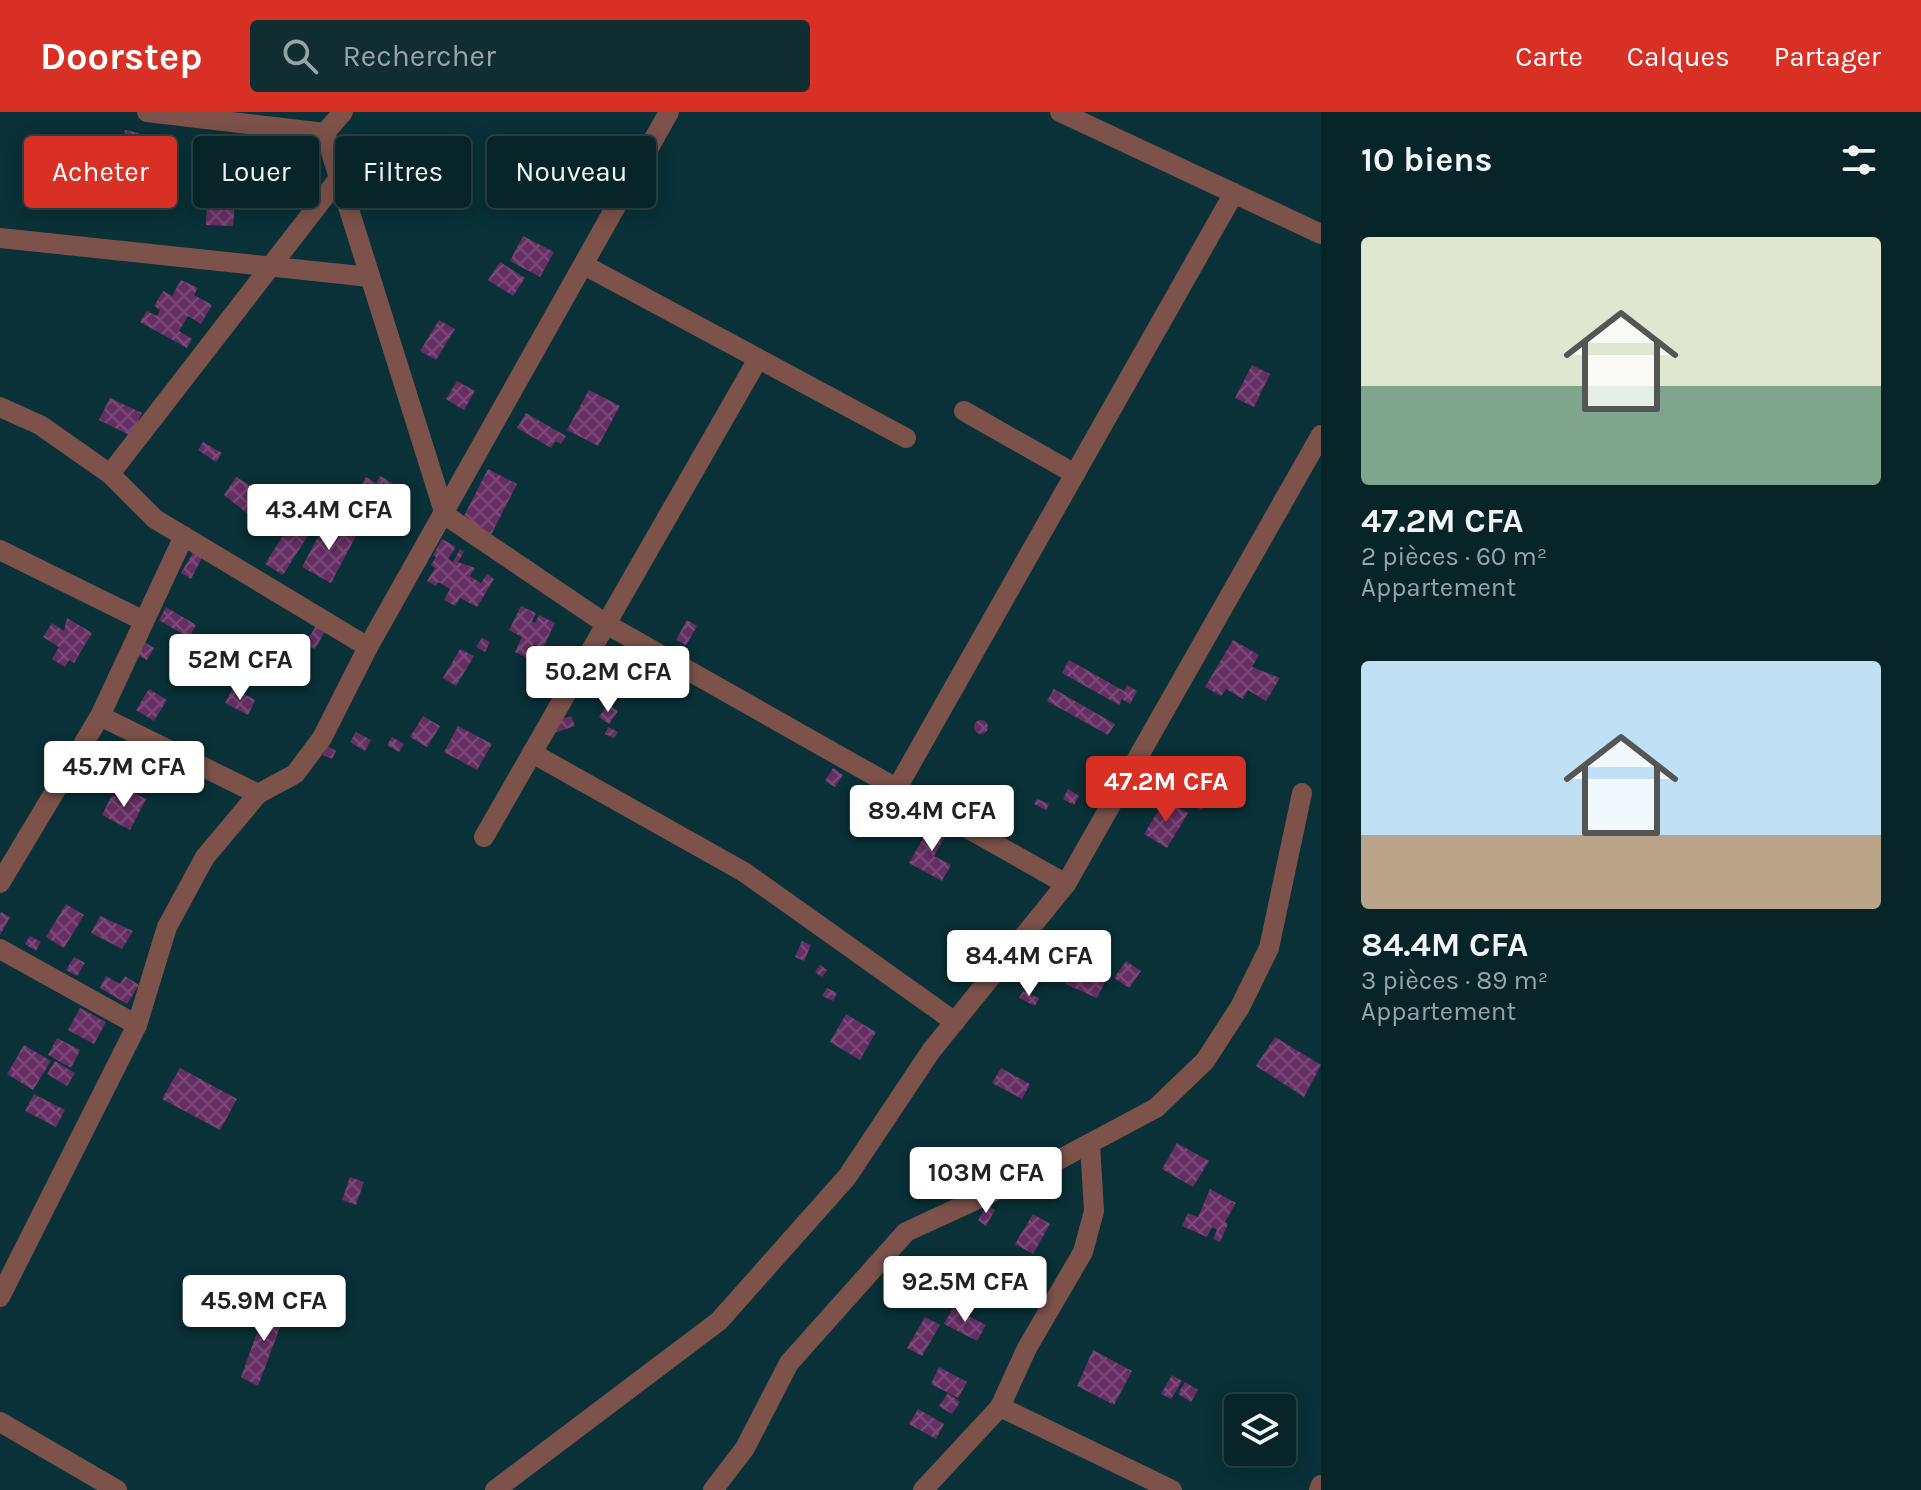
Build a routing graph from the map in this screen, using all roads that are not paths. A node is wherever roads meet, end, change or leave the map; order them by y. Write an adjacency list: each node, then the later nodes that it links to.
1 (147, 112): 5 (street)
2 (343, 112): 5 (street)
3 (669, 112): 12 (street)
4 (1060, 112): 8 (street)
5 (325, 133): 6 (street)
6 (335, 165)
7 (335, 183): 13 (street)
8 (1234, 193): 10 (street); 21 (street)
9 (348, 208): 14 (street)
10 (1321, 234)
11 (0, 238): 13 (street)
12 (584, 265): 15 (street); 22 (street)
13 (271, 267): 14 (street); 20 (street)
14 (370, 277): 22 (street)
15 (758, 359): 19 (street); 26 (street)
16 (964, 411): 21 (street)
17 (4, 415): 20 (street)
18 (1321, 435): 35 (street)
19 (906, 438)
20 (110, 474): 23 (street)
21 (1075, 474): 30 (street)
22 (445, 515): 26 (street); 27 (street)
23 (184, 536): 25 (street); 27 (street)
24 (0, 550): 25 (street)
25 (144, 621): 28 (street)
26 (606, 624): 29 (street); 30 (street)
27 (368, 647): 32 (street)
28 (100, 716): 32 (street); 34 (street)
29 (532, 753): 33 (street); 37 (street)
30 (897, 788): 35 (street)
31 (1302, 793): 39 (street)
32 (258, 794): 38 (street)
33 (484, 837)
34 (0, 883)
35 (1066, 884): 37 (street)
36 (0, 949): 38 (street)
37 (955, 1022): 44 (street)
38 (137, 1025): 40 (street)
39 (1090, 1144): 41 (street); 45 (street)
40 (0, 1297)
41 (1000, 1407): 46 (street); 47 (street)
42 (0, 1422): 43 (street)
43 (117, 1490)
44 (495, 1490)
45 (713, 1490)
46 (923, 1490)
47 (1172, 1490)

────────────────────

**YOUR GOAL**
Please copy the records above word for word, leaving out every picture.

**RESPONSE TO THE TASK**
Build a routing graph from the map in this screen, using all roads that are not paths. A node is wherever roads meet, end, change or leave the map; order them by y. Write an adjacency list: each node, then the later nodes that it links to.
1 (147, 112): 5 (street)
2 (343, 112): 5 (street)
3 (669, 112): 12 (street)
4 (1060, 112): 8 (street)
5 (325, 133): 6 (street)
6 (335, 165)
7 (335, 183): 13 (street)
8 (1234, 193): 10 (street); 21 (street)
9 (348, 208): 14 (street)
10 (1321, 234)
11 (0, 238): 13 (street)
12 (584, 265): 15 (street); 22 (street)
13 (271, 267): 14 (street); 20 (street)
14 (370, 277): 22 (street)
15 (758, 359): 19 (street); 26 (street)
16 (964, 411): 21 (street)
17 (4, 415): 20 (street)
18 (1321, 435): 35 (street)
19 (906, 438)
20 (110, 474): 23 (street)
21 (1075, 474): 30 (street)
22 (445, 515): 26 (street); 27 (street)
23 (184, 536): 25 (street); 27 (street)
24 (0, 550): 25 (street)
25 (144, 621): 28 (street)
26 (606, 624): 29 (street); 30 (street)
27 (368, 647): 32 (street)
28 (100, 716): 32 (street); 34 (street)
29 (532, 753): 33 (street); 37 (street)
30 (897, 788): 35 (street)
31 (1302, 793): 39 (street)
32 (258, 794): 38 (street)
33 (484, 837)
34 (0, 883)
35 (1066, 884): 37 (street)
36 (0, 949): 38 (street)
37 (955, 1022): 44 (street)
38 (137, 1025): 40 (street)
39 (1090, 1144): 41 (street); 45 (street)
40 (0, 1297)
41 (1000, 1407): 46 (street); 47 (street)
42 (0, 1422): 43 (street)
43 (117, 1490)
44 (495, 1490)
45 (713, 1490)
46 (923, 1490)
47 (1172, 1490)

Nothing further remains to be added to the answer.